Start of Listed records

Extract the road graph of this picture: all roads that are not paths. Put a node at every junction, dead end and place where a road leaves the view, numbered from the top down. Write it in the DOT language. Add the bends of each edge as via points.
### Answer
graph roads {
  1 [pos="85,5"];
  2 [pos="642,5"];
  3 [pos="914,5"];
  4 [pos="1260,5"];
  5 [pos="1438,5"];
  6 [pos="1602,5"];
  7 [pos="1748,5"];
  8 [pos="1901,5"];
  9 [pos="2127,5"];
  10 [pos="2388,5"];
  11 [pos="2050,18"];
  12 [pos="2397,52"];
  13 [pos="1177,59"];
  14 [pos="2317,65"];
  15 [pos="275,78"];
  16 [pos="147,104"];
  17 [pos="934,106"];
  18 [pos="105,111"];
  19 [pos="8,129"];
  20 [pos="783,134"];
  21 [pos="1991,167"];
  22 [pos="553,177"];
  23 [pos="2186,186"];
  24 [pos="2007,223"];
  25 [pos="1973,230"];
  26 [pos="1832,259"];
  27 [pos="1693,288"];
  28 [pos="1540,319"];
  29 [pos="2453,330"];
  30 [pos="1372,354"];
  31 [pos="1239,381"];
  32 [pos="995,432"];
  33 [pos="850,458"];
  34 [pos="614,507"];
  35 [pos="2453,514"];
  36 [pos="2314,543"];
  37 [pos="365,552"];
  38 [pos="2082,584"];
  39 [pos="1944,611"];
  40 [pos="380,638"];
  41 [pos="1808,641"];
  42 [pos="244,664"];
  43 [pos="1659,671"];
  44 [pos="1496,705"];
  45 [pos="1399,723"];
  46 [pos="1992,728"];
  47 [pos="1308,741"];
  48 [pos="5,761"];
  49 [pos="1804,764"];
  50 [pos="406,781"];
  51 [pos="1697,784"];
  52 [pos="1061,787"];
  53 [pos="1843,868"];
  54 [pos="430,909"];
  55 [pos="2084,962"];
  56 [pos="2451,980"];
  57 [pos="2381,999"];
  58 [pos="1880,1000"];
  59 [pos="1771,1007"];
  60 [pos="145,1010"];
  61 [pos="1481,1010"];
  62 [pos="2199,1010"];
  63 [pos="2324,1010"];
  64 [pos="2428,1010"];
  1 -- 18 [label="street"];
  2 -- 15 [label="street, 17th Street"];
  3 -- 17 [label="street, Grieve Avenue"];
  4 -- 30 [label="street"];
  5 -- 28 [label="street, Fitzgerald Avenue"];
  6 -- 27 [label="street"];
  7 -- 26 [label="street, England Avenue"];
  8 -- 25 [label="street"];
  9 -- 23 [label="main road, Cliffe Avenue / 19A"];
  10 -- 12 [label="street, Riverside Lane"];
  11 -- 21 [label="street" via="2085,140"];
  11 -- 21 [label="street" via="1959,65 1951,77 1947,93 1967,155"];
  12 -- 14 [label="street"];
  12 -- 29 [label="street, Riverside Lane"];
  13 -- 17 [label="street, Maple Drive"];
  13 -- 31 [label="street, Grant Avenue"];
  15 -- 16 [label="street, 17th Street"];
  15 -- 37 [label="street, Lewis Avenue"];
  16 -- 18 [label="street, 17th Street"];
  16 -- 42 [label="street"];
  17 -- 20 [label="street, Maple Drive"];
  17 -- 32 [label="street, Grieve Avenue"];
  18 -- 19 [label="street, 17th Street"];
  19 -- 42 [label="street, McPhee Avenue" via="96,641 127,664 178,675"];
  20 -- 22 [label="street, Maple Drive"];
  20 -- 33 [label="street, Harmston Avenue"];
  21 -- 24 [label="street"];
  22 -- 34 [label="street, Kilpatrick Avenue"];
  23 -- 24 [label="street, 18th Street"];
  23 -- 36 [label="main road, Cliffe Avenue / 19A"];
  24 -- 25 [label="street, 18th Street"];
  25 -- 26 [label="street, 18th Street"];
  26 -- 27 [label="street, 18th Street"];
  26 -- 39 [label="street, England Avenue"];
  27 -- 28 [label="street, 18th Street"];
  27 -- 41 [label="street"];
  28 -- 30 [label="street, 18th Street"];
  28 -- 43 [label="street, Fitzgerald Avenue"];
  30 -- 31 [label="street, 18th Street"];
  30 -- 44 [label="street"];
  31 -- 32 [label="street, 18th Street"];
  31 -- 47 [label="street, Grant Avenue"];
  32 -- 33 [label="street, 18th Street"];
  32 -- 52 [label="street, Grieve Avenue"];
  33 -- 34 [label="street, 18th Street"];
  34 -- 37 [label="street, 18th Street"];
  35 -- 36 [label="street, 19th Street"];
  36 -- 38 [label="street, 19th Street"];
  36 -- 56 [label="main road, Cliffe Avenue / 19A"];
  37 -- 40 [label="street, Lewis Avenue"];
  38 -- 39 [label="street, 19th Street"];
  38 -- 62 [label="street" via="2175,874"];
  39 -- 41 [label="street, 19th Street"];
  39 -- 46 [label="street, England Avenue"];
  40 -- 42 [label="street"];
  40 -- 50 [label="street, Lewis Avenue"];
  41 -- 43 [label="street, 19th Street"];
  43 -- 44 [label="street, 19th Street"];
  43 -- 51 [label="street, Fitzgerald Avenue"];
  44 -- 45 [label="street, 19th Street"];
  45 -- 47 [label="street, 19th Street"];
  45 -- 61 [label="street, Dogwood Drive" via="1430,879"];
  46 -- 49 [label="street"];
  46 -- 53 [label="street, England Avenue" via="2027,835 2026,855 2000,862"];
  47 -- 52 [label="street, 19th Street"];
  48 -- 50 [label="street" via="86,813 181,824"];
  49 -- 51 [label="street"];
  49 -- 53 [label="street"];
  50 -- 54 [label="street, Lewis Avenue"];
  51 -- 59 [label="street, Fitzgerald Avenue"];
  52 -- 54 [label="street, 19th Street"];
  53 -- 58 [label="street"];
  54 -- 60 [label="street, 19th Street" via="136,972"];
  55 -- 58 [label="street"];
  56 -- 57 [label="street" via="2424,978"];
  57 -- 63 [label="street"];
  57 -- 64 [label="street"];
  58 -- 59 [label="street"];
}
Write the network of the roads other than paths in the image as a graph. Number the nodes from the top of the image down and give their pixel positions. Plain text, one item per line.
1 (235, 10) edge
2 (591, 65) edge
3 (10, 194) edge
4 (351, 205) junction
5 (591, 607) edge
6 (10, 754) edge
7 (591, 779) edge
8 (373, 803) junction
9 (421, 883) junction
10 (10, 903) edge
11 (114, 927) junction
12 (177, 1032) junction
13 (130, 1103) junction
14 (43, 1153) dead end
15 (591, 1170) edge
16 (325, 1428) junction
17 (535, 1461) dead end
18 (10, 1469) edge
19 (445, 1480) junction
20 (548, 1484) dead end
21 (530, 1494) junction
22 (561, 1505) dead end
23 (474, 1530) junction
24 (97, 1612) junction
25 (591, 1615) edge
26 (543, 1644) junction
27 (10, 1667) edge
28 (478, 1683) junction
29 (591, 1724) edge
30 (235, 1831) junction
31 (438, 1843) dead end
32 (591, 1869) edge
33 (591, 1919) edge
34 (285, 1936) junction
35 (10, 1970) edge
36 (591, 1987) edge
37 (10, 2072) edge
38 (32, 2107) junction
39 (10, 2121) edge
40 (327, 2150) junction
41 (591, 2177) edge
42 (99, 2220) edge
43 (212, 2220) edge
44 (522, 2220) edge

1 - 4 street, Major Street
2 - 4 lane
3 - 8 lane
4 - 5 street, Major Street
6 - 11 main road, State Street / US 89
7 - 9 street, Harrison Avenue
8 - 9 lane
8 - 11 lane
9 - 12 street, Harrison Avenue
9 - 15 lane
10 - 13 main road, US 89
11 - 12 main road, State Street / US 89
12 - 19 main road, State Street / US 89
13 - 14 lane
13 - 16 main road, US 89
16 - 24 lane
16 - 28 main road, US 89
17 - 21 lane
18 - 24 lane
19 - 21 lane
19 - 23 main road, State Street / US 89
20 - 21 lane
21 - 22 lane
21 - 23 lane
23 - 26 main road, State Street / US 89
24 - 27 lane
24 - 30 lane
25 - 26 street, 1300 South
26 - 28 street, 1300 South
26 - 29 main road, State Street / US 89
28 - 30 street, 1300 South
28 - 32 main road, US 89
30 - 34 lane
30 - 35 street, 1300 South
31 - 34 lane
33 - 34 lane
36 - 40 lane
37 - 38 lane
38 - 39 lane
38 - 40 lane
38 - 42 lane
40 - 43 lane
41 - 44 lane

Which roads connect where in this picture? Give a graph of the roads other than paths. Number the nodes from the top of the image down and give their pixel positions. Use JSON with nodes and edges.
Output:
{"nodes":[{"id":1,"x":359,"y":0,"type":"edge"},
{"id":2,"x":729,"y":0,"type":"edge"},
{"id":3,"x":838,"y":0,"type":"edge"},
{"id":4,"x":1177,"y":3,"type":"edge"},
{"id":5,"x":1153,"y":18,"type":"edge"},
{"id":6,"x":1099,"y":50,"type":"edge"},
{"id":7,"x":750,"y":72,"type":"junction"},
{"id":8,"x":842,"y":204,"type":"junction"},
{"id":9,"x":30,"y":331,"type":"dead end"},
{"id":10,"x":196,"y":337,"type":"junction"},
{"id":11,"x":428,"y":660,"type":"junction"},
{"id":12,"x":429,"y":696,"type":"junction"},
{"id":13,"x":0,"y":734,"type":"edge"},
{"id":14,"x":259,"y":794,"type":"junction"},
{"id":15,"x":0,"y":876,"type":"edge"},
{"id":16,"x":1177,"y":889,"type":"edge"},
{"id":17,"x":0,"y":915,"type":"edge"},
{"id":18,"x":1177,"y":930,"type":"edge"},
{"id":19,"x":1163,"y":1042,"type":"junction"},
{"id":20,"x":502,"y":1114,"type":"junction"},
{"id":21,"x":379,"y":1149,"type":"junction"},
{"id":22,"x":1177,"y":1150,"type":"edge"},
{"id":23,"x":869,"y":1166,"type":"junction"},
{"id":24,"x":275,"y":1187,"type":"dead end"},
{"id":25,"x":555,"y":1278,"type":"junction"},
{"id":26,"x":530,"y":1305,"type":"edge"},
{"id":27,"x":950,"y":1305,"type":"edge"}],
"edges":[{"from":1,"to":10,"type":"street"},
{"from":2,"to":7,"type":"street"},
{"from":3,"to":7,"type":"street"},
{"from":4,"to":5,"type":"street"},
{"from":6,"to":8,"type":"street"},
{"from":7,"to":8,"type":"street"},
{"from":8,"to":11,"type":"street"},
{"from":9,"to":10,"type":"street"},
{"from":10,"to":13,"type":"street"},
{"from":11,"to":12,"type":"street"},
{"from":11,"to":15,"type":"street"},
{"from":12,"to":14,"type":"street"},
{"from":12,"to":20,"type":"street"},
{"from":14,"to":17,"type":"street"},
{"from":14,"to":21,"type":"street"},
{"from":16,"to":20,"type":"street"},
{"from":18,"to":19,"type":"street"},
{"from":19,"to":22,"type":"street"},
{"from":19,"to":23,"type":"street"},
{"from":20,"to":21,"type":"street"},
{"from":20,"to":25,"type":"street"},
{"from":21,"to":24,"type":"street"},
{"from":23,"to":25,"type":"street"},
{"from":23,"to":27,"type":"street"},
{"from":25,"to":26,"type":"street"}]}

End of Listed records

Aim of the task:
Take each line from the preceding material that contains "graph" and copy it.

Result:
Extract the road graph of this picture: all roads that are not paths. Put a node at every junction, dead end and place where a road leaves the view, numbered from the top down. Write it in the DOT language. Add the bends of each edge as via points.
graph roads {
Write the network of the roads other than paths in the image as a graph. Number the nodes from the top of the image down and give their pixel positions. Plain text, one item per line.
Which roads connect where in this picture? Give a graph of the roads other than paths. Number the nodes from the top of the image down and give their pixel positions. Use JSON with nodes and edges.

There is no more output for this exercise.